POPE FRANCIS arrived in Iraq on Friday, amid security concerns and rising Covid-19 infection rates, for a four-day visit intended to offer support to the dwindling number of Christians in the country (News, 11 February).
During the flight, the Pope said that, despite the risks, he was “duty bound” to visit “a land that has been martyred for so many years”. In a video message before he boarded the plane, he said: “I am coming as a pilgrim, as a penitent pilgrim, to implore from the Lord forgiveness and reconciliation after years of war and terrorism, to beg from God the consolation of hearts and the healing of wounds.”
It is the first papal visit to Iraq, and Pope Francis’s first overseas visit since the beginning of the pandemic. So far, at least 13,000 people have died from coronavirus in the country, which received its first batch of vaccines earlier this week. The Vatican’s ambassador to Iraq confirmed last week that he had tested positive. Pope Francis has been vaccinated against the disease.
His first stop in the country was at the presidential palace, to which he travelled in a car flanked by Iraqi security forces on horseback. President Barham Salih thanked the Pope for making the journey. “Your insistence on visiting Iraq despite the difficulties of the epidemic, and the difficult circumstances that our country is going through, doubles the value of the visit for Iraqis,” he said.
Speaking from the palace, the Pope appealed for protection and respect for Iraq’s minority groups, including Christians. “Their participation in public life, as citizens with full rights, freedoms, and responsibilities, will testify that a healthy pluralism of religious beliefs, ethnicities, and cultures can contribute to the nation’s prosperity and harmony,” he said.
He spoke specifically of the Yazidi Christian community, as “innocent victims of senseless and brutal atrocities, persecuted and killed for their religion, and whose very identity and survival was put at risk”.
Iraq has one of the world’s oldest Christian communities, dating back to the first century, but numbers have plummeted in recent decades to fewer than 250,000 people, less than one per cent of the population. Tens of thousands of Christians fled their homes when IS militants overran parts of the country, destroying churches and killing believers who would not convert.

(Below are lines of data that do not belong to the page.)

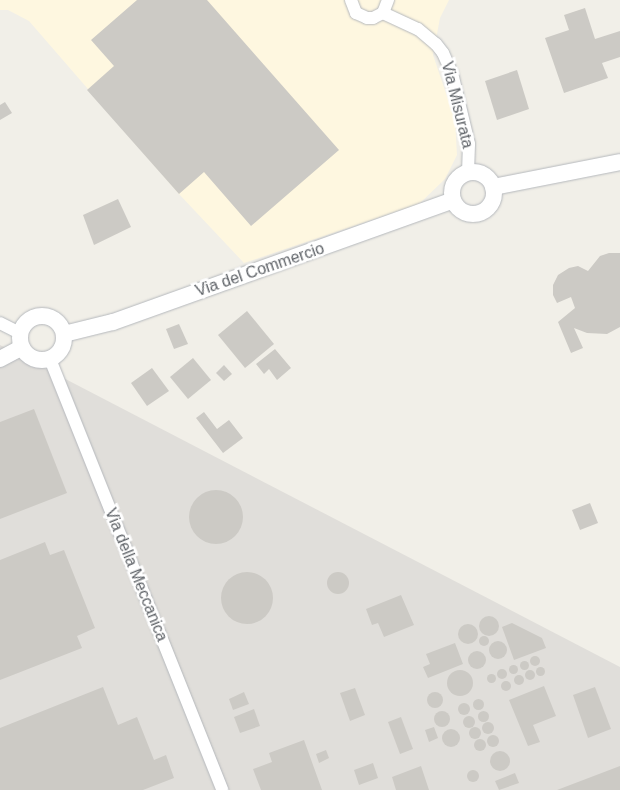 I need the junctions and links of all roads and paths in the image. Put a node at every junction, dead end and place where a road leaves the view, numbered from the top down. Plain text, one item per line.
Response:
1 (351, 0) edge
2 (388, 0) edge
3 (383, 13) junction
4 (620, 151) edge
5 (620, 162) edge
6 (468, 172) junction
7 (550, 175) junction
8 (493, 187) junction
9 (453, 200) junction
10 (0, 323) edge
11 (64, 334) junction
12 (21, 341) junction
13 (0, 359) edge
14 (50, 360) junction
15 (222, 790) edge

1 - 3 street
2 - 3 street
3 - 6 street, Via Misurata
4 - 7 street
5 - 7 street
6 - 8 street
6 - 9 street
7 - 8 street
8 - 9 street
9 - 11 street, Via del Commercio
10 - 12 street
11 - 12 street
11 - 14 street
12 - 13 street
12 - 14 street
14 - 15 street, Via della Meccanica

On Friday afternoon, the Pope met bishops, priests, and Christians at the Syrian Catholic Cathedral of Our Lady of Salvation, in Baghdad, where 52 Christians and police were killed in an attack by jihadists in 2010 (News, 12 November 2010).
On Saturday, he is due to travel south to Najaf, where he is to meet the country’s Shia spiritual leader, Grand Ayatollah Ali al-Sistani. The two are to pray together. The Pope will then fly to Nassiriya for an interfaith meeting on the Plain of Ur, traditionally believed to be the birthplace of the prophet Abraham. Back in Baghdad, he will celebrate mass at the Chaldean Cathedral of St Joseph.
On Sunday, the Pope is due to visit northern Iraq, reciting prayers for the victims of the war with IS in Mosul. He will then fly by helicopter to Qaraqosh, Iraq’s largest Christian city, which in 2014 was violently purged by Islamist fundamentalists, causing tens of thousands of Christians to flee (News, 8 August 2014). Many have now returned to rebuild churches. He is due meet the Christian community at the Church of the Immaculate Conception. In Erbil, in the semi-autonomous Kurdish region of Iraq, he will celebrate mass at a sports stadium and meet some of the 150,000 Christian refugees from central Iraq who have found shelter there.
Pope Francis returns to Rome on 8 March.